BEGIN Data

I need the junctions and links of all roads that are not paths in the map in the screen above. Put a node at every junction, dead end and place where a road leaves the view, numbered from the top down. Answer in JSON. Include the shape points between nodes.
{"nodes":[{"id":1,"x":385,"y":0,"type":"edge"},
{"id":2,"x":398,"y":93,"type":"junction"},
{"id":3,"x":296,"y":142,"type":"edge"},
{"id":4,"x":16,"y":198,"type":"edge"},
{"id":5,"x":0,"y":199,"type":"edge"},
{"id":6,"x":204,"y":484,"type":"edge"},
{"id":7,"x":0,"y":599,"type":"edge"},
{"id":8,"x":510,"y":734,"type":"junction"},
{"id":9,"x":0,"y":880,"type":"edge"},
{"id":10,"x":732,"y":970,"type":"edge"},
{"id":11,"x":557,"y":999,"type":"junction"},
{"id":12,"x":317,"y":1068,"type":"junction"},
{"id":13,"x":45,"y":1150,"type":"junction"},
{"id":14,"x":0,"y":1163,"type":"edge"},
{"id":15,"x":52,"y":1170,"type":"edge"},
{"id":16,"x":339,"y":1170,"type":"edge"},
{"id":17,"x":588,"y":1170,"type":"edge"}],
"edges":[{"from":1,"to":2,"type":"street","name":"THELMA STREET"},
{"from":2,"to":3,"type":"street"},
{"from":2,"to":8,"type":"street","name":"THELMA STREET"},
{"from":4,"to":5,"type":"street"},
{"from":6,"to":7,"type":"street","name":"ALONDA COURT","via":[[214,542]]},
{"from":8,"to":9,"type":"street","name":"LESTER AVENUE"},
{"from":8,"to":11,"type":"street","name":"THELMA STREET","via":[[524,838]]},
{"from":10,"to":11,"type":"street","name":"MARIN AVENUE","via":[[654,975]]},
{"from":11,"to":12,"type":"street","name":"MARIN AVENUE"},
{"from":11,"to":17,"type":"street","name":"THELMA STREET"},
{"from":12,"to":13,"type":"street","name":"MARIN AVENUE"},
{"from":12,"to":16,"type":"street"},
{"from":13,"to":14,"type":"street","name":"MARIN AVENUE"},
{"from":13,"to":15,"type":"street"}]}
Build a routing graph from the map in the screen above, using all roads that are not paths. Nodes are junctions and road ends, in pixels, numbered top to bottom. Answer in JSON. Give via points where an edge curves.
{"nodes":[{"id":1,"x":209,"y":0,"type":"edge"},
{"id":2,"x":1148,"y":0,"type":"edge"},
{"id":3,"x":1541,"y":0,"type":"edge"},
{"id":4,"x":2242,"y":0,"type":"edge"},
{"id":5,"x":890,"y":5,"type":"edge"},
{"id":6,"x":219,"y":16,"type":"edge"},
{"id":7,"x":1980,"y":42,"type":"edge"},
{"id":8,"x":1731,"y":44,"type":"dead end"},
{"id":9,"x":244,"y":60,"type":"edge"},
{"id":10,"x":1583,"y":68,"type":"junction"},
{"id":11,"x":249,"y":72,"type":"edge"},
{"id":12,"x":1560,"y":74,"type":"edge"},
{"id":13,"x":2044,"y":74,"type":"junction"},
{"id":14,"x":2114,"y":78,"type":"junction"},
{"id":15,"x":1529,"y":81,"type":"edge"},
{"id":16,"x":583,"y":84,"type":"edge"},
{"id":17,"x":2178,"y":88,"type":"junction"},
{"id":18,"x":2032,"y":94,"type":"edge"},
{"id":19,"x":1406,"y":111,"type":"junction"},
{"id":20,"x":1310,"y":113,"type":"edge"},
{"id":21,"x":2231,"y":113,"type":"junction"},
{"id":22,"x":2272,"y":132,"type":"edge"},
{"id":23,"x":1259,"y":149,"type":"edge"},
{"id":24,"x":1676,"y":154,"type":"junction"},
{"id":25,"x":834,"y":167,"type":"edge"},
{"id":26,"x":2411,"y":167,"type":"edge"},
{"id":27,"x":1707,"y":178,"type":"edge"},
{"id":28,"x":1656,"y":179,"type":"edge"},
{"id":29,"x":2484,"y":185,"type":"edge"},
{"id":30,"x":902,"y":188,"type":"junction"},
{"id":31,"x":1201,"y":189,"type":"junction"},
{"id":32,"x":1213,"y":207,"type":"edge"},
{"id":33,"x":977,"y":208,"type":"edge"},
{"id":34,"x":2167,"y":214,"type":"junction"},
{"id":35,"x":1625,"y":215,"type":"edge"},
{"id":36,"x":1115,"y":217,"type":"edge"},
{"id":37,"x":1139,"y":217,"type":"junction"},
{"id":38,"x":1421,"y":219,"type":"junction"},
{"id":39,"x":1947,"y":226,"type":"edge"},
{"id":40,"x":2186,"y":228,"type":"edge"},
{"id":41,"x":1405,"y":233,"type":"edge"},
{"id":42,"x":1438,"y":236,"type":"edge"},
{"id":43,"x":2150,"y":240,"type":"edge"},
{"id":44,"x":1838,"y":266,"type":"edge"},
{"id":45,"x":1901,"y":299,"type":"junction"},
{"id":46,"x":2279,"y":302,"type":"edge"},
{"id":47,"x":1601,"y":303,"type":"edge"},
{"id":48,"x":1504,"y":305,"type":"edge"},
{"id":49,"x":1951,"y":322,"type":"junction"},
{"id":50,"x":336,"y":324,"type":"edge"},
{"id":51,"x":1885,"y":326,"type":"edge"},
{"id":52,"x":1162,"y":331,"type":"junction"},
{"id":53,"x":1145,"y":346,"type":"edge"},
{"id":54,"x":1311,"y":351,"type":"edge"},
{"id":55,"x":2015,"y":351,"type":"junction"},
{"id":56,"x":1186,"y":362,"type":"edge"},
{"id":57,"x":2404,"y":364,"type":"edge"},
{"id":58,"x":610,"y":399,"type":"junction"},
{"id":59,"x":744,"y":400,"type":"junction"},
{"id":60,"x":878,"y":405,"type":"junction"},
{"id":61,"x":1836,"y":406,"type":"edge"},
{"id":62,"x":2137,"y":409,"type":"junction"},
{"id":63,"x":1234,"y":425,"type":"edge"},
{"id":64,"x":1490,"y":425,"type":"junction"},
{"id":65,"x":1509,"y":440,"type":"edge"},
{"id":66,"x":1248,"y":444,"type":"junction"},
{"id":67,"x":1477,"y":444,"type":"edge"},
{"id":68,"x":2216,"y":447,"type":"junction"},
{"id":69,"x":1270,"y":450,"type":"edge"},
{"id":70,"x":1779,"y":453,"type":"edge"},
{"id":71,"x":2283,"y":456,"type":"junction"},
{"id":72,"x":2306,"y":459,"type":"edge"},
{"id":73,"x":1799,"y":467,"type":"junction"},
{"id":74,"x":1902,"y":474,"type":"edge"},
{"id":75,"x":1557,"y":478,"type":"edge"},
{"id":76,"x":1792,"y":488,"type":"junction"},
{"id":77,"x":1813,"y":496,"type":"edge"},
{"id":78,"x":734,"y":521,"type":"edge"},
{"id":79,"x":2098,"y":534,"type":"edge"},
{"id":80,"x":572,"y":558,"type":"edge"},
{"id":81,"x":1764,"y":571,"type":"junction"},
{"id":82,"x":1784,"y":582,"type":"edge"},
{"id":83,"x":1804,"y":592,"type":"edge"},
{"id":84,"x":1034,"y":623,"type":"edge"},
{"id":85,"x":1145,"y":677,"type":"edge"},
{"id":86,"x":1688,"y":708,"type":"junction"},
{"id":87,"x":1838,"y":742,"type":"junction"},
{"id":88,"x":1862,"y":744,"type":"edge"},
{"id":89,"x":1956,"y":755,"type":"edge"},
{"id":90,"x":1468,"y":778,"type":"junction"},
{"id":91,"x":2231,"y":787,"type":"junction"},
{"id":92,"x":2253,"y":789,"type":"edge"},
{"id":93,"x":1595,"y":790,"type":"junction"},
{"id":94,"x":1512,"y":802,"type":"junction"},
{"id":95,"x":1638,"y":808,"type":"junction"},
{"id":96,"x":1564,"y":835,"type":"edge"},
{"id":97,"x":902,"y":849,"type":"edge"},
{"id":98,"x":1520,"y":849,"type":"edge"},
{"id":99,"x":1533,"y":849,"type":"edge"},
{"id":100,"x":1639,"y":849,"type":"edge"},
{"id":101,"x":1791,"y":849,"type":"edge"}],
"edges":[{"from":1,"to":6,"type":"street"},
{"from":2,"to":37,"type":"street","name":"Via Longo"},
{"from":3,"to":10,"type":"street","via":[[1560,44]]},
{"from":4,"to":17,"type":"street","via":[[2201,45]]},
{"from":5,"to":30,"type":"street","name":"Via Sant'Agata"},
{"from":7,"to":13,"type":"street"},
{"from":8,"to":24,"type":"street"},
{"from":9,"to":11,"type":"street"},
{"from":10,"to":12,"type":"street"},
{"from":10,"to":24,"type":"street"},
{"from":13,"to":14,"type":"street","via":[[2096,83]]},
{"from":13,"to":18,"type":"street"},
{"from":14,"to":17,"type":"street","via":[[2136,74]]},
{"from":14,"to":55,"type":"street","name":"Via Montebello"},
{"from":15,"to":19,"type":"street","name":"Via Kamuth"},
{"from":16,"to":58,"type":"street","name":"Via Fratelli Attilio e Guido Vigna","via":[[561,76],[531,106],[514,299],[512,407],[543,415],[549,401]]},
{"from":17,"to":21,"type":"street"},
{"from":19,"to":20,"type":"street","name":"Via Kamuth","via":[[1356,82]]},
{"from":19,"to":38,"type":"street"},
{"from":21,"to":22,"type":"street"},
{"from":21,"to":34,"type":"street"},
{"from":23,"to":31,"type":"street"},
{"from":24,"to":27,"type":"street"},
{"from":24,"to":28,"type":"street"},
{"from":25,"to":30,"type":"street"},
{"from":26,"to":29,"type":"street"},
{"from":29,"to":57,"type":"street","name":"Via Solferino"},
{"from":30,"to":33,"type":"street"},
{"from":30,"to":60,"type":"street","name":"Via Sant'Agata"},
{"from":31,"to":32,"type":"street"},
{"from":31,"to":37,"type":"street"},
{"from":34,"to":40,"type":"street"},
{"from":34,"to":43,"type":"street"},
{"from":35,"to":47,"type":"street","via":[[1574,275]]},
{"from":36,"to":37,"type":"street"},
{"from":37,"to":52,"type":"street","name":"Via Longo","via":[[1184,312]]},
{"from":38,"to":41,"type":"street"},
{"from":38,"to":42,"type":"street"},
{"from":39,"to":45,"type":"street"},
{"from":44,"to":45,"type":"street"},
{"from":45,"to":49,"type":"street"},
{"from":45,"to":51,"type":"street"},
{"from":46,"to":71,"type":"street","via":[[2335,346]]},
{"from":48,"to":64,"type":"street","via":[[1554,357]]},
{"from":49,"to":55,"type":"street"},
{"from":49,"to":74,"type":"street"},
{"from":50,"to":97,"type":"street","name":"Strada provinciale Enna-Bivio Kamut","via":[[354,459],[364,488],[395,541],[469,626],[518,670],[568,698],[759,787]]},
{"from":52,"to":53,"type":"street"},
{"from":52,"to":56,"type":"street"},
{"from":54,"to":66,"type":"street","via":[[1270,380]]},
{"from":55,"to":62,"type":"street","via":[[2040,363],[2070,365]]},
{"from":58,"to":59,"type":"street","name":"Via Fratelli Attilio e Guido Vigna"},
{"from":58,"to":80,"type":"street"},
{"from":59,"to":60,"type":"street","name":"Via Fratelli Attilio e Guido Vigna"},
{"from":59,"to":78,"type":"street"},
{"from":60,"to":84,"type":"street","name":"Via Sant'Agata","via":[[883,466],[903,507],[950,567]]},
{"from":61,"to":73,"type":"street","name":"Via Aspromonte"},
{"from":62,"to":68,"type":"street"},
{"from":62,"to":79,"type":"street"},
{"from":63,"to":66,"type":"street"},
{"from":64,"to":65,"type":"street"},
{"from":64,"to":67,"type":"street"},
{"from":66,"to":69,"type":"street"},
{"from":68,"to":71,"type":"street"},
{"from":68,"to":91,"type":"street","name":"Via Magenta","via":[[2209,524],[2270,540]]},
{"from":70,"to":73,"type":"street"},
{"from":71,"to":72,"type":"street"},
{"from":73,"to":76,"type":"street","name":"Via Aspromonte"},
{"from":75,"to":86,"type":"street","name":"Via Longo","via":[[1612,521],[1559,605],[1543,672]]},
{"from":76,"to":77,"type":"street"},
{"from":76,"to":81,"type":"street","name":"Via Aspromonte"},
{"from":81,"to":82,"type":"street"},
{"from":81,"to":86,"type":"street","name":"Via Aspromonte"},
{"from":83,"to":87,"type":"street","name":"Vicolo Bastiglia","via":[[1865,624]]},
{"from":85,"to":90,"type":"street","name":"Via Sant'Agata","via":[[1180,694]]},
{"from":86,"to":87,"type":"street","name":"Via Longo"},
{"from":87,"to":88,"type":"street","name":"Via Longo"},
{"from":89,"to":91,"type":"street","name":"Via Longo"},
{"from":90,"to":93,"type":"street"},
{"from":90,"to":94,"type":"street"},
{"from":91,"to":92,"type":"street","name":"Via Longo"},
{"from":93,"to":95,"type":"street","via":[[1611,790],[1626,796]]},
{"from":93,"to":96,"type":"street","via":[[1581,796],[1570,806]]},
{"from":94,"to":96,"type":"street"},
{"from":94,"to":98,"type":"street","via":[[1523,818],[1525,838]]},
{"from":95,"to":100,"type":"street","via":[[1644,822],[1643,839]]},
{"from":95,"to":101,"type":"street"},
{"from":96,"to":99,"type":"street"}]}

END Data

Problem:
Each line above that includes "dead" should be shown.

Problem solution:
I need the junctions and links of all roads that are not paths in the map in the screen above. Put a node at every junction, dead end and place where a road leaves the view, numbered from the top down. Answer in JSON. Include the shape points between nodes.
{"id":8,"x":1731,"y":44,"type":"dead end"},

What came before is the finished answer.